For some days Nurse's fable availed. Amabel had suffered a good
deal from Bogy; and, though the fear of him did not seem so terrible
by daylight, she had no wish to meet him. But one lovely afternoon,
wandering round the field for cowslips, Amabel came to the wall, and
could not but peep over to see if there were any flowers to be seen.
She was too short to do this without climbing, and it ended in her
struggling successfully to the top. There were violets on the other
side, and Amabel let down one big foot to a convenient hole, whence
she hoped to be able to stoop and catch at the violets without
actually treading in Bogy's domain. But once more she slipped and
rolled over,--this time into the wood.
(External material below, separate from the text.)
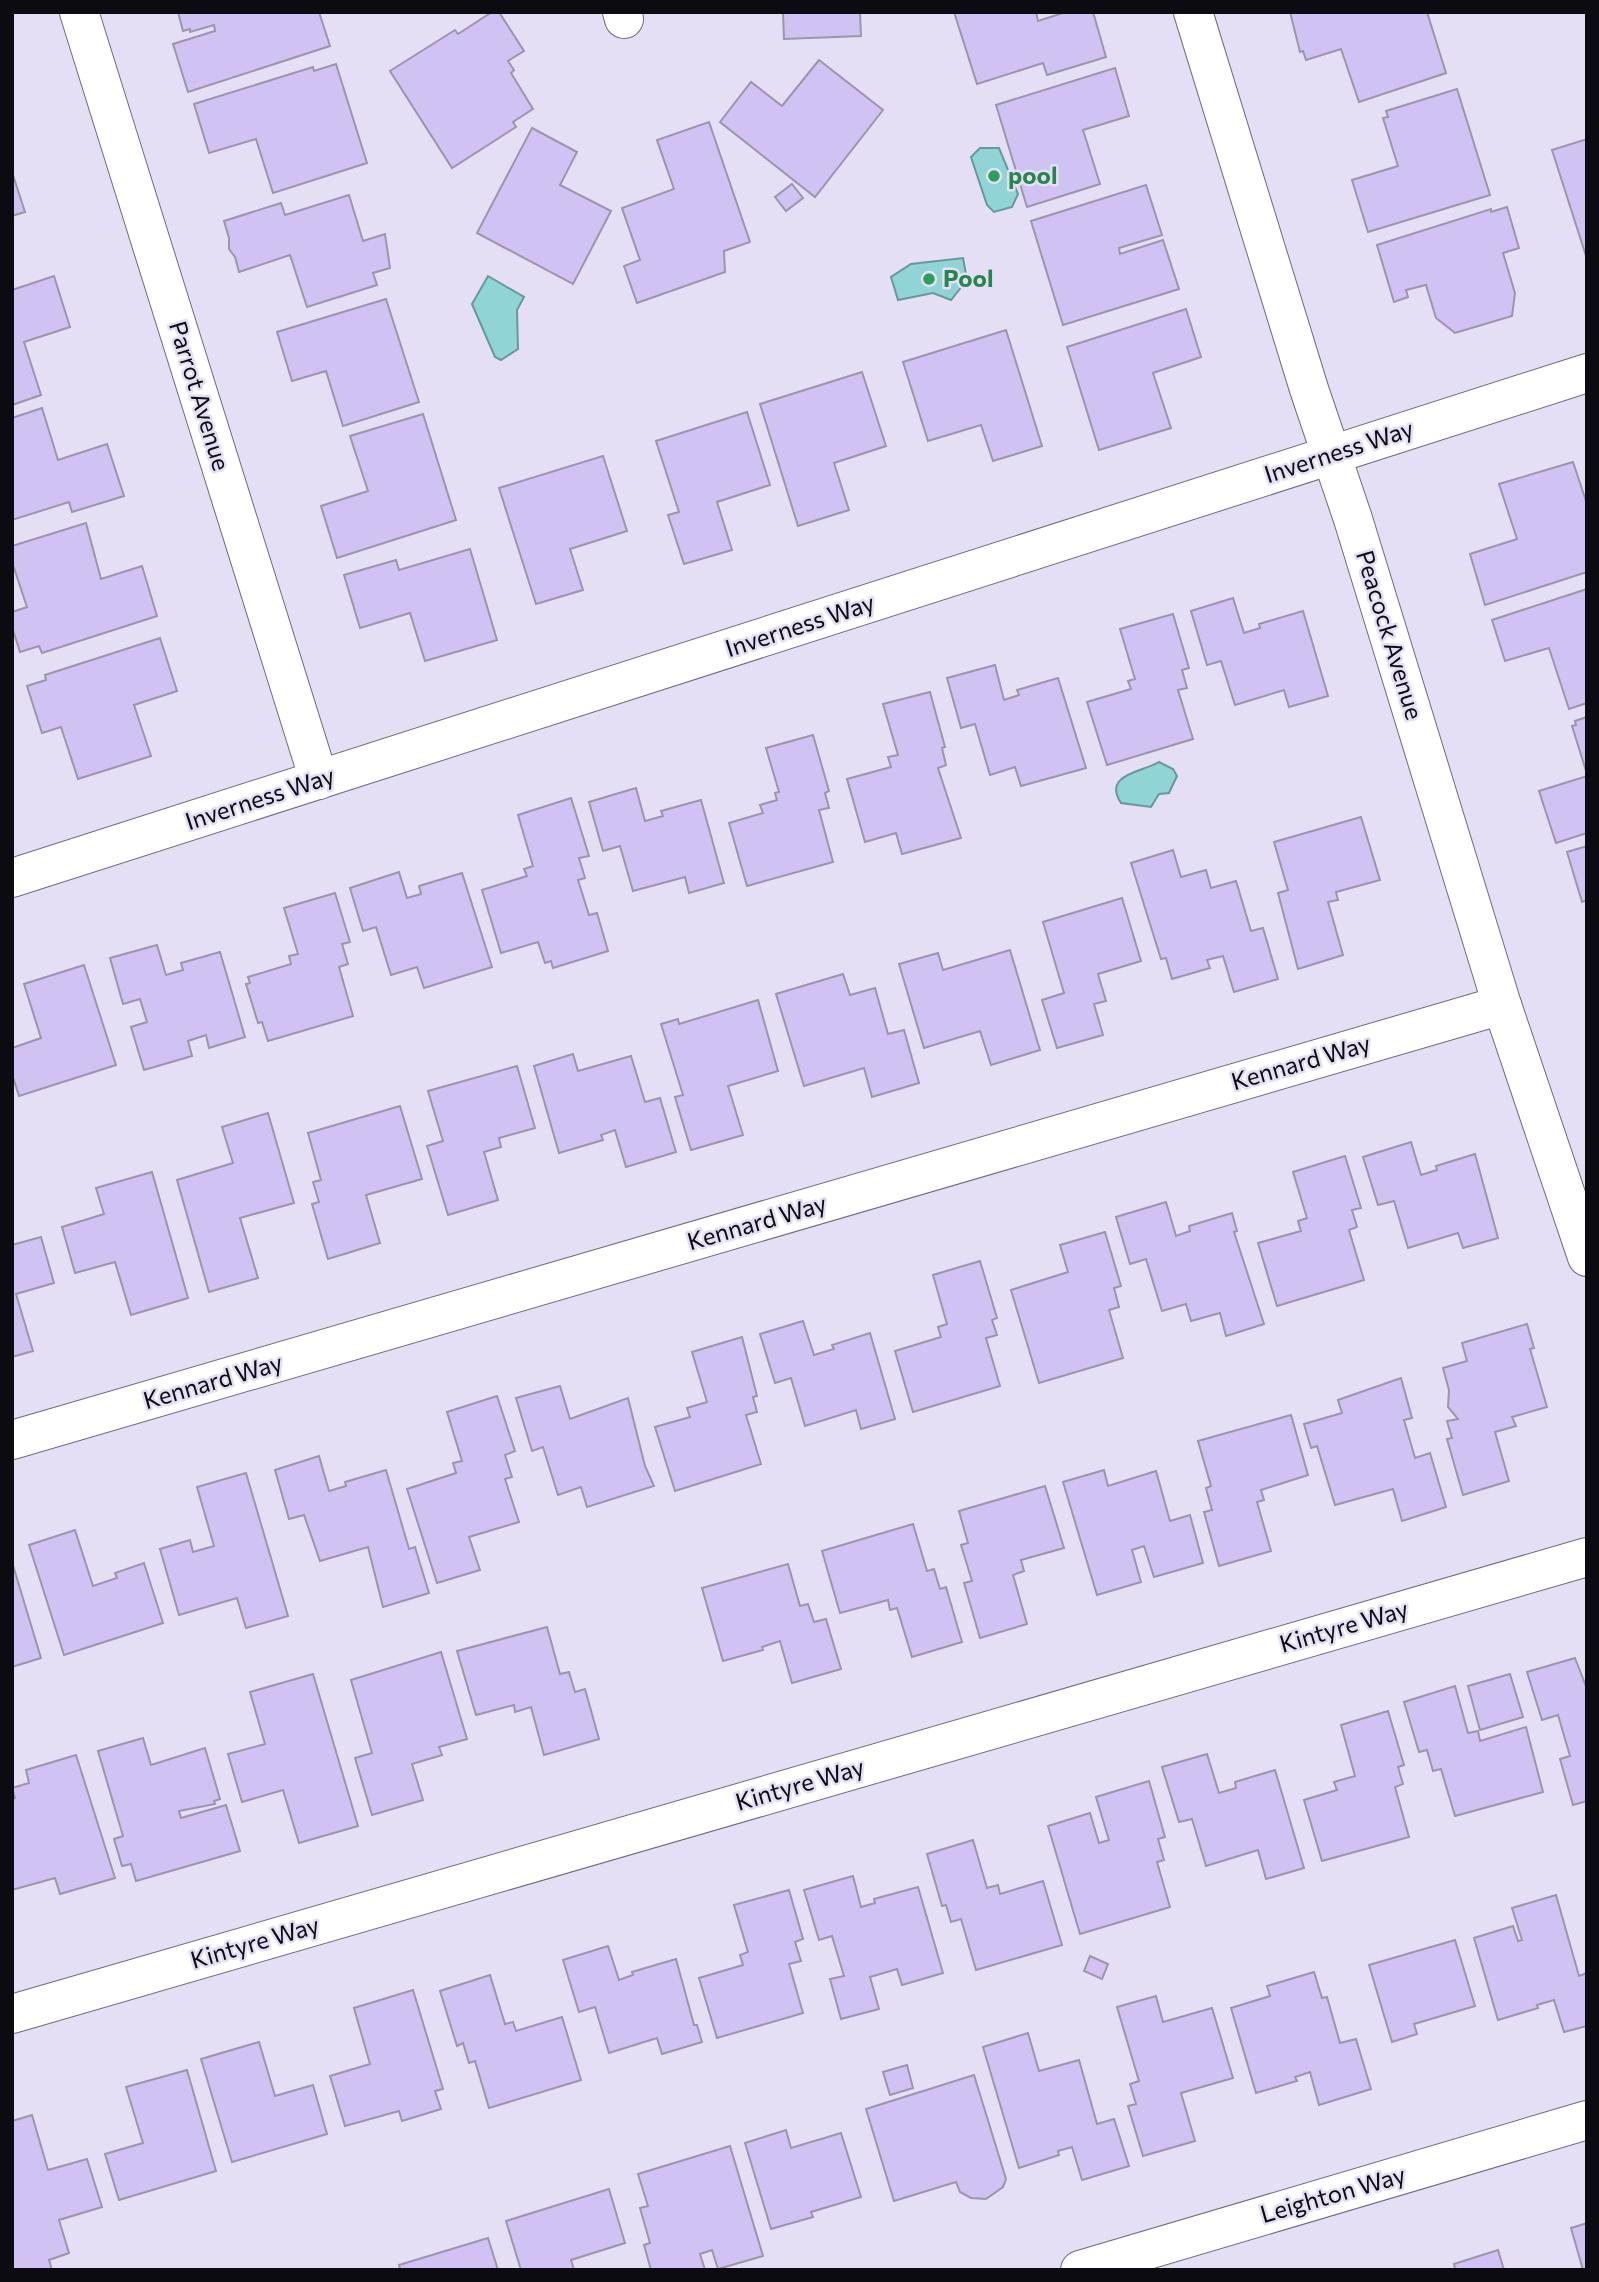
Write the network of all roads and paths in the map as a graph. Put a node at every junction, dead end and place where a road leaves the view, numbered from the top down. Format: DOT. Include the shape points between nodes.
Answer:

Bogy lingered, and she got
on to her feet; but the wall was deeper on this side than the other,
and she saw with dismay that it was very doubtful if she could get
back.

I think, as a rule, children are very brave. But a light heart goes
a long way towards courage. At first Amabel made desperate and
knee-grazing efforts to reclimb the wall, and, failing, burst into
tears, and danced, and called aloud on all her protectors, from the
Squire to Miles. No one coming, she restrained her tears, and by a
real effort of that "pluck" for which the Ammaby race is famous
began to run along the wall to find a lower point for climbing. In
doing so, she startled a squirrel, and whizz!--away he went up a
lanky tree. What a tail he had! Amabel forgot her terrors. There
was at any rate some living thing in the wood besides Bogy; and she
was now busy trying to coax the squirrel down again by such
encouraging noises as she had found successful in winning the
confidence of kittens and puppies. Amabel was the victim of that
weakness for falling in love with every fussy, intelligent, or
pitiable beast she met with, which besets some otherwise reasonable
beings, leading to an inconvenient accumulation of pets in private
life, though doubtless invaluable in the public services of people
connected with the Zoological Gardens.